→ **TASK OBJECTIVE**
A verbatim copy of the entries is the required answer.

BEGIN MATERIAL TO PROCESS

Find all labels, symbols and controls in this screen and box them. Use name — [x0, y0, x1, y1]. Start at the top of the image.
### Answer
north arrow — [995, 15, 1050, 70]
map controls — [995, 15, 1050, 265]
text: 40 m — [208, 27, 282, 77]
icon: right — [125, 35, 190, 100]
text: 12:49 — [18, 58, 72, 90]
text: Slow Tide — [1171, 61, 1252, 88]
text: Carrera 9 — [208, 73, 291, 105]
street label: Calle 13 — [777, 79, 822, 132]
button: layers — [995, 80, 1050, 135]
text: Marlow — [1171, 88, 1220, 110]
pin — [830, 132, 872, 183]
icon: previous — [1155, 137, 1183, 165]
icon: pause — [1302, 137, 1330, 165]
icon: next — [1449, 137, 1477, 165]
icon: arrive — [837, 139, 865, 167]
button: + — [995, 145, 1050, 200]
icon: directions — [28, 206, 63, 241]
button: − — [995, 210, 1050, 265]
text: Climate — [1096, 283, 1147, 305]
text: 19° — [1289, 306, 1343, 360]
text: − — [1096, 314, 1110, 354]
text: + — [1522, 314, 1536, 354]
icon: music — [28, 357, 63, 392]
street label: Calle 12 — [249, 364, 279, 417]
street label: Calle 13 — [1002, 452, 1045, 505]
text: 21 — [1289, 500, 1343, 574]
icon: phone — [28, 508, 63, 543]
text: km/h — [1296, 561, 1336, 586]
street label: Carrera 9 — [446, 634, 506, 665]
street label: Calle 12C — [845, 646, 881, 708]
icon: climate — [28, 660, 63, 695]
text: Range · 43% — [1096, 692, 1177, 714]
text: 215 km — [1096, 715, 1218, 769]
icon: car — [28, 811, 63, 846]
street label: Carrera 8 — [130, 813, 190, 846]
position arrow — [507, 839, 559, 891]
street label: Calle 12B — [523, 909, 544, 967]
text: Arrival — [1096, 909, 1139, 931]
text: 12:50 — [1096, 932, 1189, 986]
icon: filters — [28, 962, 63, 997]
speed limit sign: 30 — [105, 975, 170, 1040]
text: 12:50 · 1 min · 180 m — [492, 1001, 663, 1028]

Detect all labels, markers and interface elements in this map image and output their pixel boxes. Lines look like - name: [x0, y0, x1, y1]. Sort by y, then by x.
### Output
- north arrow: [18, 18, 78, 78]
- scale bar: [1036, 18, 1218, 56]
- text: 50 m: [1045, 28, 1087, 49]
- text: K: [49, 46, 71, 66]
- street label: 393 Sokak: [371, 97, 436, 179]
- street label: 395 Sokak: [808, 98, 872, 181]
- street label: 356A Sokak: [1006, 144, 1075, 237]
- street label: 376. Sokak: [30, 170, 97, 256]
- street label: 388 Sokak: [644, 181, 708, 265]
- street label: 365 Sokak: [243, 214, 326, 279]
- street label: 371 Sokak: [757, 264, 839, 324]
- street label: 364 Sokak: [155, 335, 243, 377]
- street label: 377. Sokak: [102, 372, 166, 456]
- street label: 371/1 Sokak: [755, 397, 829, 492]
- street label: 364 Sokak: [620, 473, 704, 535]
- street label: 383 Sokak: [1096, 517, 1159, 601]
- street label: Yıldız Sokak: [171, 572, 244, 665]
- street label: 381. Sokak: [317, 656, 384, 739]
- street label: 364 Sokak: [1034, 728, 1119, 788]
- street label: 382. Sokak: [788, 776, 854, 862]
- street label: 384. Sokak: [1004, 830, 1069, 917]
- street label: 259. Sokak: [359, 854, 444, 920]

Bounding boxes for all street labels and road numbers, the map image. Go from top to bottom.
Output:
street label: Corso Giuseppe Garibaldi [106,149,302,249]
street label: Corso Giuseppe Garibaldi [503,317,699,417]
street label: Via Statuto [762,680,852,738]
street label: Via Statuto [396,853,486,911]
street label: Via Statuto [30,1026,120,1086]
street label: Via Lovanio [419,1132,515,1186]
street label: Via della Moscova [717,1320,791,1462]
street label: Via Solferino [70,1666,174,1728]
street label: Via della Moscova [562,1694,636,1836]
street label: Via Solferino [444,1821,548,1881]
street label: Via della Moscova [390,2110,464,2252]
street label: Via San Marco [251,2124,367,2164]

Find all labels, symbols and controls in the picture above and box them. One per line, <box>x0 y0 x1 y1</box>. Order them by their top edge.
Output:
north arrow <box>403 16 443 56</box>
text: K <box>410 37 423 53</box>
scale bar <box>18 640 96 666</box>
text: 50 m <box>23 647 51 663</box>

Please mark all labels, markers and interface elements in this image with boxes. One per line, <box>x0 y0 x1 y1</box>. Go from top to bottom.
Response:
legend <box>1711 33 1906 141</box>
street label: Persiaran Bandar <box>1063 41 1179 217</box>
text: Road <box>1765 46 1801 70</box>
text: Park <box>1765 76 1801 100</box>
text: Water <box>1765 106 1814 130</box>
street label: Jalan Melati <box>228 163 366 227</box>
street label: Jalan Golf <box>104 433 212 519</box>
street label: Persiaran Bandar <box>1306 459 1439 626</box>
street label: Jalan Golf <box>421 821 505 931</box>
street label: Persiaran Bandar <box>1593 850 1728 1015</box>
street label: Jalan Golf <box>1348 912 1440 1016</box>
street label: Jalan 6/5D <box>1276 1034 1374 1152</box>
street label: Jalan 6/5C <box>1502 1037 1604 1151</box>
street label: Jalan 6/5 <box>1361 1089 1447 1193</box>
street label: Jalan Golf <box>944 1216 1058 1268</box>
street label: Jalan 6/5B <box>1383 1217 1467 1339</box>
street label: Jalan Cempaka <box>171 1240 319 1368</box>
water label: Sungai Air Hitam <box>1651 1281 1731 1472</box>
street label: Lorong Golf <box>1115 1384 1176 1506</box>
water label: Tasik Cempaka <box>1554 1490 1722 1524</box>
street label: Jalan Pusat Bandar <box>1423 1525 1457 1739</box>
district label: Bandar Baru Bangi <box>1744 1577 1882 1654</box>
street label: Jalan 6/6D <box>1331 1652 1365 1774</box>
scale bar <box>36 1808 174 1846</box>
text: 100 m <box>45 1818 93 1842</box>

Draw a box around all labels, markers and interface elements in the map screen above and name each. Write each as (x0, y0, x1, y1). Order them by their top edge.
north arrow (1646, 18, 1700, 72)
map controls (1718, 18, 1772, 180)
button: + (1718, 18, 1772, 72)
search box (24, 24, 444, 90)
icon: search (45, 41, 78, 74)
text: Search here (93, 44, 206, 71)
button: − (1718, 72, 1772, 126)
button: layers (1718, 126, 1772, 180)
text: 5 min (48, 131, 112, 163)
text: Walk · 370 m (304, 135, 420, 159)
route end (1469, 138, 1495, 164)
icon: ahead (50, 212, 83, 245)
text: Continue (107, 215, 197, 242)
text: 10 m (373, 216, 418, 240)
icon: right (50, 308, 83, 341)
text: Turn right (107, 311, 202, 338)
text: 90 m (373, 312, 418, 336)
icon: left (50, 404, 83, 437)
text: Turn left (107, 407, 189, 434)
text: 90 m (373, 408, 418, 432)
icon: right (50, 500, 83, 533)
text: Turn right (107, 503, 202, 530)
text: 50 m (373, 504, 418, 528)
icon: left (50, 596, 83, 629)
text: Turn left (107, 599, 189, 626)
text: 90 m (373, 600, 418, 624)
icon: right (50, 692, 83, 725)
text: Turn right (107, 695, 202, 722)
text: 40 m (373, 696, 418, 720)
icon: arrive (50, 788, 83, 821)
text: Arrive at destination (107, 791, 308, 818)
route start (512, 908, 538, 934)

END MATERIAL TO PROCESS

→ **THE ANSWER**
Find all labels, symbols and controls in this screen and box them. Use name — [x0, y0, x1, y1]. Start at the top of the image.
### Answer
north arrow — [995, 15, 1050, 70]
map controls — [995, 15, 1050, 265]
text: 40 m — [208, 27, 282, 77]
icon: right — [125, 35, 190, 100]
text: 12:49 — [18, 58, 72, 90]
text: Slow Tide — [1171, 61, 1252, 88]
text: Carrera 9 — [208, 73, 291, 105]
street label: Calle 13 — [777, 79, 822, 132]
button: layers — [995, 80, 1050, 135]
text: Marlow — [1171, 88, 1220, 110]
pin — [830, 132, 872, 183]
icon: previous — [1155, 137, 1183, 165]
icon: pause — [1302, 137, 1330, 165]
icon: next — [1449, 137, 1477, 165]
icon: arrive — [837, 139, 865, 167]
button: + — [995, 145, 1050, 200]
icon: directions — [28, 206, 63, 241]
button: − — [995, 210, 1050, 265]
text: Climate — [1096, 283, 1147, 305]
text: 19° — [1289, 306, 1343, 360]
text: − — [1096, 314, 1110, 354]
text: + — [1522, 314, 1536, 354]
icon: music — [28, 357, 63, 392]
street label: Calle 12 — [249, 364, 279, 417]
street label: Calle 13 — [1002, 452, 1045, 505]
text: 21 — [1289, 500, 1343, 574]
icon: phone — [28, 508, 63, 543]
text: km/h — [1296, 561, 1336, 586]
street label: Carrera 9 — [446, 634, 506, 665]
street label: Calle 12C — [845, 646, 881, 708]
icon: climate — [28, 660, 63, 695]
text: Range · 43% — [1096, 692, 1177, 714]
text: 215 km — [1096, 715, 1218, 769]
icon: car — [28, 811, 63, 846]
street label: Carrera 8 — [130, 813, 190, 846]
position arrow — [507, 839, 559, 891]
street label: Calle 12B — [523, 909, 544, 967]
text: Arrival — [1096, 909, 1139, 931]
text: 12:50 — [1096, 932, 1189, 986]
icon: filters — [28, 962, 63, 997]
speed limit sign: 30 — [105, 975, 170, 1040]
text: 12:50 · 1 min · 180 m — [492, 1001, 663, 1028]

Detect all labels, markers and interface elements in this map image and output their pixel boxes. Lines look like - name: [x0, y0, x1, y1]. Sort by y, then by x.
### Output
- north arrow: [18, 18, 78, 78]
- scale bar: [1036, 18, 1218, 56]
- text: 50 m: [1045, 28, 1087, 49]
- text: K: [49, 46, 71, 66]
- street label: 393 Sokak: [371, 97, 436, 179]
- street label: 395 Sokak: [808, 98, 872, 181]
- street label: 356A Sokak: [1006, 144, 1075, 237]
- street label: 376. Sokak: [30, 170, 97, 256]
- street label: 388 Sokak: [644, 181, 708, 265]
- street label: 365 Sokak: [243, 214, 326, 279]
- street label: 371 Sokak: [757, 264, 839, 324]
- street label: 364 Sokak: [155, 335, 243, 377]
- street label: 377. Sokak: [102, 372, 166, 456]
- street label: 371/1 Sokak: [755, 397, 829, 492]
- street label: 364 Sokak: [620, 473, 704, 535]
- street label: 383 Sokak: [1096, 517, 1159, 601]
- street label: Yıldız Sokak: [171, 572, 244, 665]
- street label: 381. Sokak: [317, 656, 384, 739]
- street label: 364 Sokak: [1034, 728, 1119, 788]
- street label: 382. Sokak: [788, 776, 854, 862]
- street label: 384. Sokak: [1004, 830, 1069, 917]
- street label: 259. Sokak: [359, 854, 444, 920]

Bounding boxes for all street labels and road numbers, the map image. Go from top to bottom.
Output:
street label: Corso Giuseppe Garibaldi [106,149,302,249]
street label: Corso Giuseppe Garibaldi [503,317,699,417]
street label: Via Statuto [762,680,852,738]
street label: Via Statuto [396,853,486,911]
street label: Via Statuto [30,1026,120,1086]
street label: Via Lovanio [419,1132,515,1186]
street label: Via della Moscova [717,1320,791,1462]
street label: Via Solferino [70,1666,174,1728]
street label: Via della Moscova [562,1694,636,1836]
street label: Via Solferino [444,1821,548,1881]
street label: Via della Moscova [390,2110,464,2252]
street label: Via San Marco [251,2124,367,2164]

Find all labels, symbols and controls in the picture above and box them. One per line, <box>x0 y0 x1 y1</box>. Order them by their top edge.
Output:
north arrow <box>403 16 443 56</box>
text: K <box>410 37 423 53</box>
scale bar <box>18 640 96 666</box>
text: 50 m <box>23 647 51 663</box>

Please mark all labels, markers and interface elements in this image with boxes. One per line, <box>x0 y0 x1 y1</box>. Go from top to bottom.
Response:
legend <box>1711 33 1906 141</box>
street label: Persiaran Bandar <box>1063 41 1179 217</box>
text: Road <box>1765 46 1801 70</box>
text: Park <box>1765 76 1801 100</box>
text: Water <box>1765 106 1814 130</box>
street label: Jalan Melati <box>228 163 366 227</box>
street label: Jalan Golf <box>104 433 212 519</box>
street label: Persiaran Bandar <box>1306 459 1439 626</box>
street label: Jalan Golf <box>421 821 505 931</box>
street label: Persiaran Bandar <box>1593 850 1728 1015</box>
street label: Jalan Golf <box>1348 912 1440 1016</box>
street label: Jalan 6/5D <box>1276 1034 1374 1152</box>
street label: Jalan 6/5C <box>1502 1037 1604 1151</box>
street label: Jalan 6/5 <box>1361 1089 1447 1193</box>
street label: Jalan Golf <box>944 1216 1058 1268</box>
street label: Jalan 6/5B <box>1383 1217 1467 1339</box>
street label: Jalan Cempaka <box>171 1240 319 1368</box>
water label: Sungai Air Hitam <box>1651 1281 1731 1472</box>
street label: Lorong Golf <box>1115 1384 1176 1506</box>
water label: Tasik Cempaka <box>1554 1490 1722 1524</box>
street label: Jalan Pusat Bandar <box>1423 1525 1457 1739</box>
district label: Bandar Baru Bangi <box>1744 1577 1882 1654</box>
street label: Jalan 6/6D <box>1331 1652 1365 1774</box>
scale bar <box>36 1808 174 1846</box>
text: 100 m <box>45 1818 93 1842</box>

Draw a box around all labels, markers and interface elements in the map screen above and name each. Write each as (x0, y0, x1, y1). Order them by their top edge.
north arrow (1646, 18, 1700, 72)
map controls (1718, 18, 1772, 180)
button: + (1718, 18, 1772, 72)
search box (24, 24, 444, 90)
icon: search (45, 41, 78, 74)
text: Search here (93, 44, 206, 71)
button: − (1718, 72, 1772, 126)
button: layers (1718, 126, 1772, 180)
text: 5 min (48, 131, 112, 163)
text: Walk · 370 m (304, 135, 420, 159)
route end (1469, 138, 1495, 164)
icon: ahead (50, 212, 83, 245)
text: Continue (107, 215, 197, 242)
text: 10 m (373, 216, 418, 240)
icon: right (50, 308, 83, 341)
text: Turn right (107, 311, 202, 338)
text: 90 m (373, 312, 418, 336)
icon: left (50, 404, 83, 437)
text: Turn left (107, 407, 189, 434)
text: 90 m (373, 408, 418, 432)
icon: right (50, 500, 83, 533)
text: Turn right (107, 503, 202, 530)
text: 50 m (373, 504, 418, 528)
icon: left (50, 596, 83, 629)
text: Turn left (107, 599, 189, 626)
text: 90 m (373, 600, 418, 624)
icon: right (50, 692, 83, 725)
text: Turn right (107, 695, 202, 722)
text: 40 m (373, 696, 418, 720)
icon: arrive (50, 788, 83, 821)
text: Arrive at destination (107, 791, 308, 818)
route start (512, 908, 538, 934)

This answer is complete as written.